Original topic: dm-master和dm-worker 同时宕机, 同步的子任务 同步报错

| username: fly4310862

【TiDB Usage Environment】Production\Test Environment\POC
【TiDB Version】dm 2.0.7 version
【Encountered Problem】Both dm-master and dm-worker crashed simultaneously. After the machines restarted, 2 out of 10 sub-tasks reported synchronization errors. How to fix the sub-tasks?
【Reproduction Path】What operations were performed to cause the issue
【Problem Phenomenon and Impact】
{
“result”: true,
“msg”: “”,
“sourceStatus”: {
“source”: “source_tally1”,
“worker”: “dm-127.0.0.1-8263”,
“result”: null,
“relayStatus”: null
},
“subTaskStatus”: [
{
“name”: “task_new”,
“stage”: “Paused”,
“unit”: “Sync”,
“result”: {
“isCanceled”: false,
“errors”: [
{
“ErrCode”: 10006,
“ErrClass”: “database”,
“ErrScope”: “not-set”,
“ErrLevel”: “high”,
“Message”: “startLocation: [position: (, 0), gtid-set: ], endLocation: [position: (binlog.xxxx, xxxx), gtid-set: ]: execute statement failed: commit”,
“RawCause”: “Error 1062: Duplicate entry ‘3459239597’ for key ‘uniq_guid’”,
“Workaround”: “”
}
],
“detail”: null
},
“unresolvedDDLLockID”: “”,
“sync”: {
“totalEvents”: “20674”,
“totalTps”: “344”,
“recentTps”: “0”,
“masterBinlog”: “(binlog.xxxx, xxxx)”,
“masterBinlogGtid”: “”,
“syncerBinlog”: “(binlog.xxxx, xxxx)”,
“syncerBinlogGtid”: “”,
“blockingDDLs”: ,
“unresolvedGroups”: ,
“synced”: false,
“binlogType”: “remote”,
“secondsBehindMaster”: “0”
}
}
]
},
{
“result”: true,
“msg”: “”,
“sourceStatus”: {
“source”: “source_7”,
“worker”: “dm-127.0.0.1-8266”,
“result”: {
“isCanceled”: false,
“errors”: [
{
“ErrCode”: 40071,
“ErrClass”: “dm-worker”,
“ErrScope”: “internal”,
“ErrLevel”: “high”,
“Message”: “mysql source worker dm-127.0.0.1-8266 has already started with source source_abc, but get a request with source source_7”,
“RawCause”: “”,
“Workaround”: “Please try restart this DM-worker”
}
],
“detail”: null
},
“relayStatus”: null
},
“subTaskStatus”: [
{
“name”: “task_new”,
“stage”: “InvalidStage”,
“unit”: “InvalidUnit”,
“result”: null,
“unresolvedDDLLockID”: “”,
“msg”: “no sub task with name task_new has started”
}
]
},


For questions related to performance optimization and troubleshooting, please download and run the script.
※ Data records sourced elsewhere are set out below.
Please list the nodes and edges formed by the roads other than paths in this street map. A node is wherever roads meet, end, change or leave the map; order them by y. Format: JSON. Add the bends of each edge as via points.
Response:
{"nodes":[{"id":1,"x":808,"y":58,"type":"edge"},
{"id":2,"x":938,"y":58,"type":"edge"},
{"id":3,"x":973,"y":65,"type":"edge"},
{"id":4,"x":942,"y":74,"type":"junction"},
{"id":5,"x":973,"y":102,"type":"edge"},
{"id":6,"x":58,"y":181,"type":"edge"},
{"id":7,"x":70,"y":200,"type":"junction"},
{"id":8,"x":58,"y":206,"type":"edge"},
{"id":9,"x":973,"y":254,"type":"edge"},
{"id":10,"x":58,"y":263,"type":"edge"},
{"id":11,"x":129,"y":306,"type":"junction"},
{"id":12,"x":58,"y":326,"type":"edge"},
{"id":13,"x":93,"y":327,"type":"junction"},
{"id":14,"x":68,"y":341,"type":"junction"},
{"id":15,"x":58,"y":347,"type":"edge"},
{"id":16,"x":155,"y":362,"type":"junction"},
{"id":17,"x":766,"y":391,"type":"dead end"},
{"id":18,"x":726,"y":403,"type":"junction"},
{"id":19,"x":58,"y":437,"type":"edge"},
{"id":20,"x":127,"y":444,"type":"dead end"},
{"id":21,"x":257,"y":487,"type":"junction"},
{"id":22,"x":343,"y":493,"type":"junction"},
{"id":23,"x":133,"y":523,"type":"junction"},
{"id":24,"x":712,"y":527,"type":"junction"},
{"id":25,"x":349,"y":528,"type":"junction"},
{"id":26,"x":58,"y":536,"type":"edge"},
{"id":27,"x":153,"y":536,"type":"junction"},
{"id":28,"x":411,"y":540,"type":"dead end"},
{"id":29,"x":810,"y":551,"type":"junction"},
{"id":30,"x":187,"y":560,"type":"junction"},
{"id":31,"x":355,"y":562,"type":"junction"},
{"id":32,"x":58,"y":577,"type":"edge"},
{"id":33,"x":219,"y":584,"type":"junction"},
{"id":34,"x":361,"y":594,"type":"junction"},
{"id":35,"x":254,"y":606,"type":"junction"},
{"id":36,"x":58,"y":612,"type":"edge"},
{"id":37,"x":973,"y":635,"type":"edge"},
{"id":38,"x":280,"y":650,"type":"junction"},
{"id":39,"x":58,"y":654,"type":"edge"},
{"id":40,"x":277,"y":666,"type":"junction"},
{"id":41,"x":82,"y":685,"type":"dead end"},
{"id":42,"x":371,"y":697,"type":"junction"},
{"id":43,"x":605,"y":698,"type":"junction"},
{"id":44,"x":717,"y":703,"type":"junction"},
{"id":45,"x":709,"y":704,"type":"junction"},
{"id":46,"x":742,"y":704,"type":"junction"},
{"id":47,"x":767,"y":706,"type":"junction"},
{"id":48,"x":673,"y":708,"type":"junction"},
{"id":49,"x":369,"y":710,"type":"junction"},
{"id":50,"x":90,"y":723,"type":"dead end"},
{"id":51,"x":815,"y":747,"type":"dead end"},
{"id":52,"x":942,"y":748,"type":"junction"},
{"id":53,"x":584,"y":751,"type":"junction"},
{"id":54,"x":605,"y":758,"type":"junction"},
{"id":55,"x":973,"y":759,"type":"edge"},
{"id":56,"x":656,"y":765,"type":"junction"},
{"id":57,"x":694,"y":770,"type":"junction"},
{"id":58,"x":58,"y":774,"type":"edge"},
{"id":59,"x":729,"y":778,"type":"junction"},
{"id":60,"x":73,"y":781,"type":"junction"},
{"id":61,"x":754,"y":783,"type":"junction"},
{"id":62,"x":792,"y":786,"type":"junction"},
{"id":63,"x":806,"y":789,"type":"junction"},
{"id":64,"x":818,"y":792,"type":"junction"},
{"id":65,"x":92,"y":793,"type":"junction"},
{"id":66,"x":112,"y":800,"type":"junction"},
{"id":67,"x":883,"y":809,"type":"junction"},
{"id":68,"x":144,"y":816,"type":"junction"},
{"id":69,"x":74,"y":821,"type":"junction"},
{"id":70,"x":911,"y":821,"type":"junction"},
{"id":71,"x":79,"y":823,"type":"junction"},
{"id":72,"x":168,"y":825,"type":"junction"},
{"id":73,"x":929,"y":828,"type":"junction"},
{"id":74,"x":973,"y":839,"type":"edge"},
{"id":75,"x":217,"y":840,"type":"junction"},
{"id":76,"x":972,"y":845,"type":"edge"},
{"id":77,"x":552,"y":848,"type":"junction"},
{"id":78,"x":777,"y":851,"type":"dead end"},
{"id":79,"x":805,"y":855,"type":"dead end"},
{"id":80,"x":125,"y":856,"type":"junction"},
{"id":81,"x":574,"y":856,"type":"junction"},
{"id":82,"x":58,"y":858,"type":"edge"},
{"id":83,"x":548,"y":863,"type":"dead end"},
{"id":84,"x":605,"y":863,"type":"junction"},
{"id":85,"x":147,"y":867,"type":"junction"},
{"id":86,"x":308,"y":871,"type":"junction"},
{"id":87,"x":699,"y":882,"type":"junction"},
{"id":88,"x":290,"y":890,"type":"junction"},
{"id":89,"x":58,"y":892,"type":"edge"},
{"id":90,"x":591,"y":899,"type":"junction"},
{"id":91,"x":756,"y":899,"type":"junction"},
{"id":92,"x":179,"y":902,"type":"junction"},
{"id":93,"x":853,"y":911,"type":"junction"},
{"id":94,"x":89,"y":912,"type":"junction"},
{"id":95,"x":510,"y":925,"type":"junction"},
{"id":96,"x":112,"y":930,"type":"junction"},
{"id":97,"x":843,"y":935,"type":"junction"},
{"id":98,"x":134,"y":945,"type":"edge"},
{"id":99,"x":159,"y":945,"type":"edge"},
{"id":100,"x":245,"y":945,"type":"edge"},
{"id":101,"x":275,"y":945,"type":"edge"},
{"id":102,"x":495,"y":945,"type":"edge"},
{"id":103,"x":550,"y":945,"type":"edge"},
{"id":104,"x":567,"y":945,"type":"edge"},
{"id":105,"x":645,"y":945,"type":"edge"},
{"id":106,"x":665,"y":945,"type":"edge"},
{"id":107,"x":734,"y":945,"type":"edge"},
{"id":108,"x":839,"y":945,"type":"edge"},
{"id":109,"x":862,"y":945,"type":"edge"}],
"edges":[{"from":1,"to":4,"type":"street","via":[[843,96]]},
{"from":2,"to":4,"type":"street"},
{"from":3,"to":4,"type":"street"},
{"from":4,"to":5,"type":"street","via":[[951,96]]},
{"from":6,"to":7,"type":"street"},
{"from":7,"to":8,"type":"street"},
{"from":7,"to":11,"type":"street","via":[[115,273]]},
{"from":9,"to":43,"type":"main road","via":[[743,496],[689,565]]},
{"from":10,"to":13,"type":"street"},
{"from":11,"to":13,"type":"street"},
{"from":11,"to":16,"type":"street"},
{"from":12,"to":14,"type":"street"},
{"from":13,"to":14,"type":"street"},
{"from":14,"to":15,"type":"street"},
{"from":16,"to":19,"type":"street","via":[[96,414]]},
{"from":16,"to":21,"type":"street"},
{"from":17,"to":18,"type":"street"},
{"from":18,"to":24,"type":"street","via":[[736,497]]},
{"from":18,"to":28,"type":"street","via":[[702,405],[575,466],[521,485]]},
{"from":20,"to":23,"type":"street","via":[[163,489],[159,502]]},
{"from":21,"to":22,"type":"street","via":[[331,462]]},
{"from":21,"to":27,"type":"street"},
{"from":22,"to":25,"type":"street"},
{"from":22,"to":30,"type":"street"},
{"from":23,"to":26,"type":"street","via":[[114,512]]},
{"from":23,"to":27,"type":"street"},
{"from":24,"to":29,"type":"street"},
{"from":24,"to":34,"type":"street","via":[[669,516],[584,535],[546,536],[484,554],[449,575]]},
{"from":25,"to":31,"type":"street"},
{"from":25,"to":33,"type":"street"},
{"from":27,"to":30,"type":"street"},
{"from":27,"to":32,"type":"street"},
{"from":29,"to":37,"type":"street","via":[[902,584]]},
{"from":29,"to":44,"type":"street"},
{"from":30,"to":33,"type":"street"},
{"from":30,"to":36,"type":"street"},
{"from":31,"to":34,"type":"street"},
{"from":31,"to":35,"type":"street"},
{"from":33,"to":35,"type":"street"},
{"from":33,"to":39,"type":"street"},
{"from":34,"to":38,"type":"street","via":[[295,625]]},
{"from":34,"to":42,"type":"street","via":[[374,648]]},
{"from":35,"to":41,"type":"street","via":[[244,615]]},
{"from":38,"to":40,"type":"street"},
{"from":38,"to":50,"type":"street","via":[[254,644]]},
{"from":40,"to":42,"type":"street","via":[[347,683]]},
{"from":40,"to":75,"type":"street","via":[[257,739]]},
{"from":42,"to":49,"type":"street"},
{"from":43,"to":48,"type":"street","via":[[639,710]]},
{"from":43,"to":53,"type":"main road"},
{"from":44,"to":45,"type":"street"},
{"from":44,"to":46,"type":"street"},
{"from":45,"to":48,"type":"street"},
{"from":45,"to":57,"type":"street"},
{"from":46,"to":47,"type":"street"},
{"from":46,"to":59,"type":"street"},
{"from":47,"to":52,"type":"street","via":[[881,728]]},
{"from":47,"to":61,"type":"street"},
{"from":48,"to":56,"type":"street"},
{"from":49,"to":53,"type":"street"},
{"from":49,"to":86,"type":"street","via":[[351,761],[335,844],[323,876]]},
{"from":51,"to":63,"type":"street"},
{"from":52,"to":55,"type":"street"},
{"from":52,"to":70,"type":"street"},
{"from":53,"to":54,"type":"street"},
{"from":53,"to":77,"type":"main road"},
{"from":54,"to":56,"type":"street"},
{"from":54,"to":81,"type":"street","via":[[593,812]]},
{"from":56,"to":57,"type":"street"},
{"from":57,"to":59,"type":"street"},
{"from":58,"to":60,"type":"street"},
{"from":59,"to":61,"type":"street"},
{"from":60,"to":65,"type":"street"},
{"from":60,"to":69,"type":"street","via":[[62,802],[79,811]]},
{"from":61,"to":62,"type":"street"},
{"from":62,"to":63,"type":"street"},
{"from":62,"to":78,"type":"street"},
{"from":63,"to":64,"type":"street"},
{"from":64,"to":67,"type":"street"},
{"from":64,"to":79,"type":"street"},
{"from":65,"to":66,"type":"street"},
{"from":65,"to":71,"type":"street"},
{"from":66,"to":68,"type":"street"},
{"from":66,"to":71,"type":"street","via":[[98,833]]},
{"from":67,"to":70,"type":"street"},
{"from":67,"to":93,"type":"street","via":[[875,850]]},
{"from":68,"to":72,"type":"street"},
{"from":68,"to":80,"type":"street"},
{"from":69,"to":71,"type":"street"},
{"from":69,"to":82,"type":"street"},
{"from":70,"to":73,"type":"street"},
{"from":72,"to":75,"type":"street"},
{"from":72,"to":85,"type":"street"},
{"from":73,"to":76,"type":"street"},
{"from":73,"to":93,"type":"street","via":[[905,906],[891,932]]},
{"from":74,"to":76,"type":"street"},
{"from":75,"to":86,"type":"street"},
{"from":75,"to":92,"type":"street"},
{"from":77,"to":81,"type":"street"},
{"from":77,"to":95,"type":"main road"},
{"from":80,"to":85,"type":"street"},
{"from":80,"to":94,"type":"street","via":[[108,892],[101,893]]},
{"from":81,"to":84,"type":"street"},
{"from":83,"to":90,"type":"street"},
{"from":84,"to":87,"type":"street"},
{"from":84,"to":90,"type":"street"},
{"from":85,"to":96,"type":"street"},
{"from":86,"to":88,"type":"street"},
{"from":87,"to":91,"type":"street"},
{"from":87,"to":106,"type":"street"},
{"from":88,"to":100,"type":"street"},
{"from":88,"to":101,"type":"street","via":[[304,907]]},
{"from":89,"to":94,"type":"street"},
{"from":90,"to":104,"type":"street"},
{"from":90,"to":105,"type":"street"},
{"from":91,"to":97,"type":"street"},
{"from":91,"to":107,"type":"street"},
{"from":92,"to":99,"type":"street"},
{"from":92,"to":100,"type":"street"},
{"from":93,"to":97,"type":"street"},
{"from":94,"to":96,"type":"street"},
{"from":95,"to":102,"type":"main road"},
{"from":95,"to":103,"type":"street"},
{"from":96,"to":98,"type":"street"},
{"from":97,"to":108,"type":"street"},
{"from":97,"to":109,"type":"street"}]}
Please select all and copy-paste the terminal output.

| username: buchuitoudegou | Original post link

Could you please describe what operations were performed? For example, deployment method, startup method.

Error 1062: Duplicate entry ‘3459239597’ for key ‘uniq_guid

It shows a duplicate key error here, so the syncer’s status is Paused. Could you clarify if the crash you mentioned occurred automatically after the task was Paused?

| username: fly4310862 | Original post link

The issue has been resolved. It was caused by both dm-master and dm-worker crashing simultaneously. Thank you.

| username: buchuitoudegou | Original post link

The DM cluster can deploy redundant master and worker nodes to achieve high availability. Thank you for your feedback!